↓

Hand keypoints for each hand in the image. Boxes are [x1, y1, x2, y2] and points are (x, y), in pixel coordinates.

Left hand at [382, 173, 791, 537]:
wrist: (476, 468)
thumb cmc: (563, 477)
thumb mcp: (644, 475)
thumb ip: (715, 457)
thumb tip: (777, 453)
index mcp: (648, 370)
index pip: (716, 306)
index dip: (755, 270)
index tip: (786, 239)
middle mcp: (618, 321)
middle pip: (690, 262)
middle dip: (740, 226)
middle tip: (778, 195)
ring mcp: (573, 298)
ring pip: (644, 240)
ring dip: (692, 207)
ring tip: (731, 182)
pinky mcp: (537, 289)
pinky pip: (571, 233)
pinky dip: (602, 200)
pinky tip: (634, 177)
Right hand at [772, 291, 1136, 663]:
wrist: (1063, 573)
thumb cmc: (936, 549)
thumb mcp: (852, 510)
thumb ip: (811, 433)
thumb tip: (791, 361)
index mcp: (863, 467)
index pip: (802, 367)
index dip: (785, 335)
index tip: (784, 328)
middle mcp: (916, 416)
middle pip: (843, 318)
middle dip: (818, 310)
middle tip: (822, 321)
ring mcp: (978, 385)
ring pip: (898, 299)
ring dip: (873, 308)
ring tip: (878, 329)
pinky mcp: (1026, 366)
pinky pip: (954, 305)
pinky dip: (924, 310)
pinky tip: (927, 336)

↑
↓

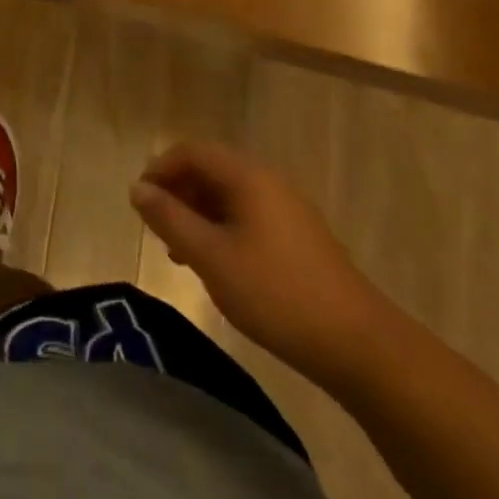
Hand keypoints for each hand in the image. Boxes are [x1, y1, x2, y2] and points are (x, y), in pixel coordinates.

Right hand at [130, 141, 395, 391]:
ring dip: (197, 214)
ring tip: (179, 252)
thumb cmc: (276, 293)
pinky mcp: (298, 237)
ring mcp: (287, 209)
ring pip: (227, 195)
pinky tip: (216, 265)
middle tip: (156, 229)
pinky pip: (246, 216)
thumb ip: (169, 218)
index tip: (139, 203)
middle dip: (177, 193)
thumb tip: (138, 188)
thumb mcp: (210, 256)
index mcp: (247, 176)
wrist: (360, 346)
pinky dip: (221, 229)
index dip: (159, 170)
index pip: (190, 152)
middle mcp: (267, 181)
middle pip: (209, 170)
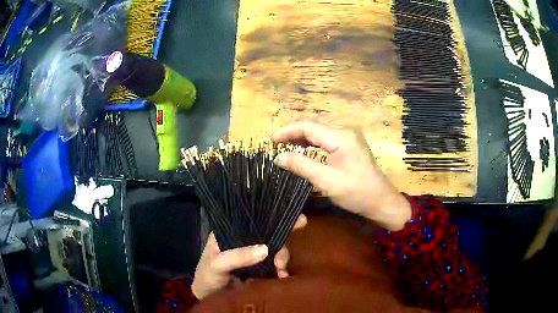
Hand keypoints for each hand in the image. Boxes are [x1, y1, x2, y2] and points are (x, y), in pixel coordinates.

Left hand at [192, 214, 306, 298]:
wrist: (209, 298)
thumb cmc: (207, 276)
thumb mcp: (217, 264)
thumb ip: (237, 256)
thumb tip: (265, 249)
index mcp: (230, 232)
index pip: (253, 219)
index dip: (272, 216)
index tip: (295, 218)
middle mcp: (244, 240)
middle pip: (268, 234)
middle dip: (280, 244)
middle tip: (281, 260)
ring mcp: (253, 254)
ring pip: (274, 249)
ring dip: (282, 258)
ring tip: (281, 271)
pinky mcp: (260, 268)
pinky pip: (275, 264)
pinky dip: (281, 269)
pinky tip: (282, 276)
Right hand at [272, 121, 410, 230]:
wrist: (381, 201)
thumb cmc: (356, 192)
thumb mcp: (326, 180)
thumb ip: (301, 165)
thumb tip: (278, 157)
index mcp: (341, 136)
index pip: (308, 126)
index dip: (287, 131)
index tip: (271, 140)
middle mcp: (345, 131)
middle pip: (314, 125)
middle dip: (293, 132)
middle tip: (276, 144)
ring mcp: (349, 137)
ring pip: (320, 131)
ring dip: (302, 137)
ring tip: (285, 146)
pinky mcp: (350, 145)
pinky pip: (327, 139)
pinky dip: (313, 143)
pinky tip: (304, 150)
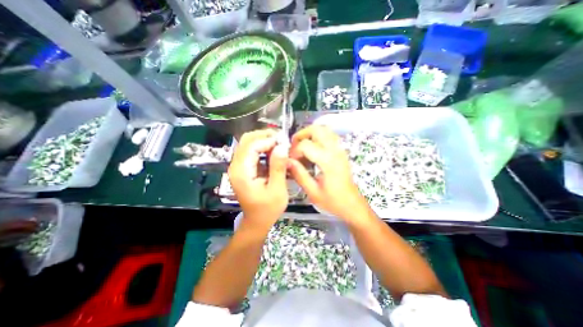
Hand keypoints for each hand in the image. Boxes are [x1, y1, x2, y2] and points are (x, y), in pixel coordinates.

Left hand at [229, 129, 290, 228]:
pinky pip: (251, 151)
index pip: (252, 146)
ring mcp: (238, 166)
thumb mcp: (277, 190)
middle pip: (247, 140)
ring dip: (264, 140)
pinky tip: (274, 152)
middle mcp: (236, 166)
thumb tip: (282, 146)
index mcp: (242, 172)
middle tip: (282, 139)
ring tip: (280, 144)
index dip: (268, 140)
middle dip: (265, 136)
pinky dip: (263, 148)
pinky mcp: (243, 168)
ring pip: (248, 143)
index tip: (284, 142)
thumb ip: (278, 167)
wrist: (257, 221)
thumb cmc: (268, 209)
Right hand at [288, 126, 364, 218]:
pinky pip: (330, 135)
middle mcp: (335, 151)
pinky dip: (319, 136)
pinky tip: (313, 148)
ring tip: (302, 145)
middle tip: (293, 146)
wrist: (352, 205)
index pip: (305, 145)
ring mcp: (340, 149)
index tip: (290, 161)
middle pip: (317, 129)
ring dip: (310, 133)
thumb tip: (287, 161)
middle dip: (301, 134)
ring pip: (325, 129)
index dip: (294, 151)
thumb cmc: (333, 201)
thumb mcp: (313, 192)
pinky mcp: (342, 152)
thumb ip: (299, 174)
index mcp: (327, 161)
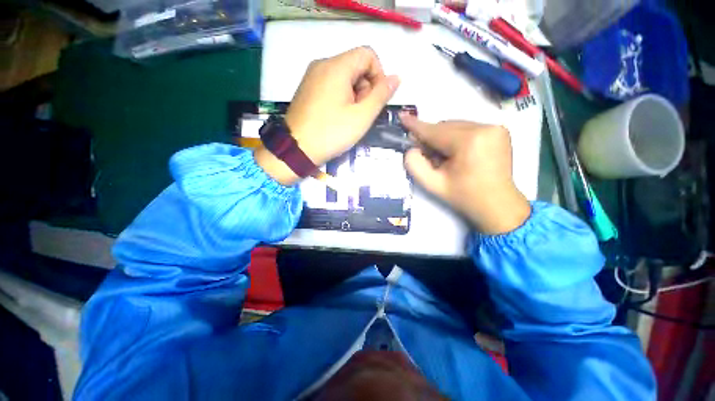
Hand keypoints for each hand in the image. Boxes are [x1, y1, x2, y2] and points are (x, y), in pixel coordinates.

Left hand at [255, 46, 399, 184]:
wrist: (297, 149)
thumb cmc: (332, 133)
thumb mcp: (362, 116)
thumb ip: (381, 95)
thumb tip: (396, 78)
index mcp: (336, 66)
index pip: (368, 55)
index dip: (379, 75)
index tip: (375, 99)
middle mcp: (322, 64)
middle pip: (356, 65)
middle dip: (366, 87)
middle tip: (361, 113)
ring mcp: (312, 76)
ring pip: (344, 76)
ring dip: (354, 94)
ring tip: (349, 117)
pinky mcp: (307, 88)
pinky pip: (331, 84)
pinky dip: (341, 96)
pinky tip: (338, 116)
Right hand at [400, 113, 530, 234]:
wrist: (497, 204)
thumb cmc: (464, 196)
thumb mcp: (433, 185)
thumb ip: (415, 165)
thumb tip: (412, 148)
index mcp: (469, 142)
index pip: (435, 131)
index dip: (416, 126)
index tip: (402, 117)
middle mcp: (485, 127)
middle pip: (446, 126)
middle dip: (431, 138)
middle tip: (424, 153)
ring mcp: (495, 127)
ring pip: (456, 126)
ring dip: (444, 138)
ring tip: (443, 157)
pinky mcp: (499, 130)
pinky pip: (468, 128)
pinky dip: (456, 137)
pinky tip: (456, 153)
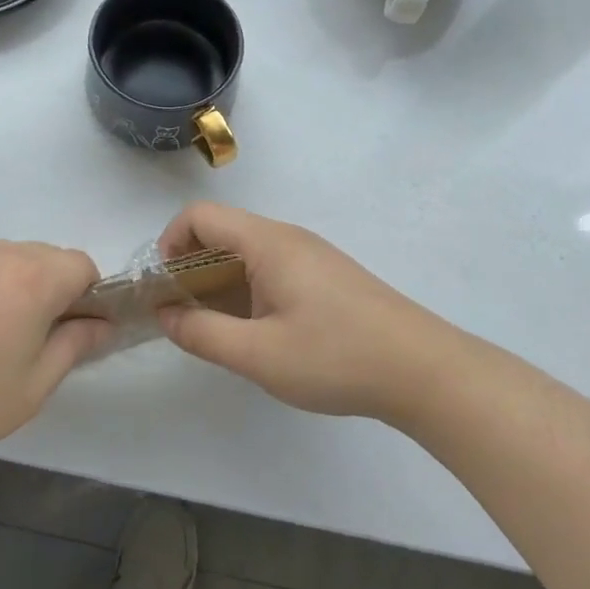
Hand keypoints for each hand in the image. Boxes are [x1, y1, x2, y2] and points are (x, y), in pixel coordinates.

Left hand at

↑

* Problem: Copy everything above from the line holding "thumb tip: (138, 188)" down to the line holding "index tip: (295, 218)", both ends included, exactly as it stands and without the pictures.

* Exercise result:
thumb tip: (138, 188)
thumb mcp: (210, 256)
index mcp: (247, 176)
wrist: (360, 346)
pinky dip: (221, 229)
index dip: (159, 170)
index pip: (190, 152)
middle mcp: (267, 181)
middle pip: (209, 170)
Hand keypoints for each hand in the image. Boxes are [x1, y1, x2, y2] and points are (x, y), in pixel coordinates.

Left hand at [192, 214, 306, 298]:
wrist: (209, 298)
thumb cmc: (207, 276)
thumb mcp: (217, 264)
thumb ip: (237, 256)
thumb tip: (265, 249)
index mcp: (230, 232)
index pip: (253, 219)
index dip: (272, 216)
index tip: (295, 218)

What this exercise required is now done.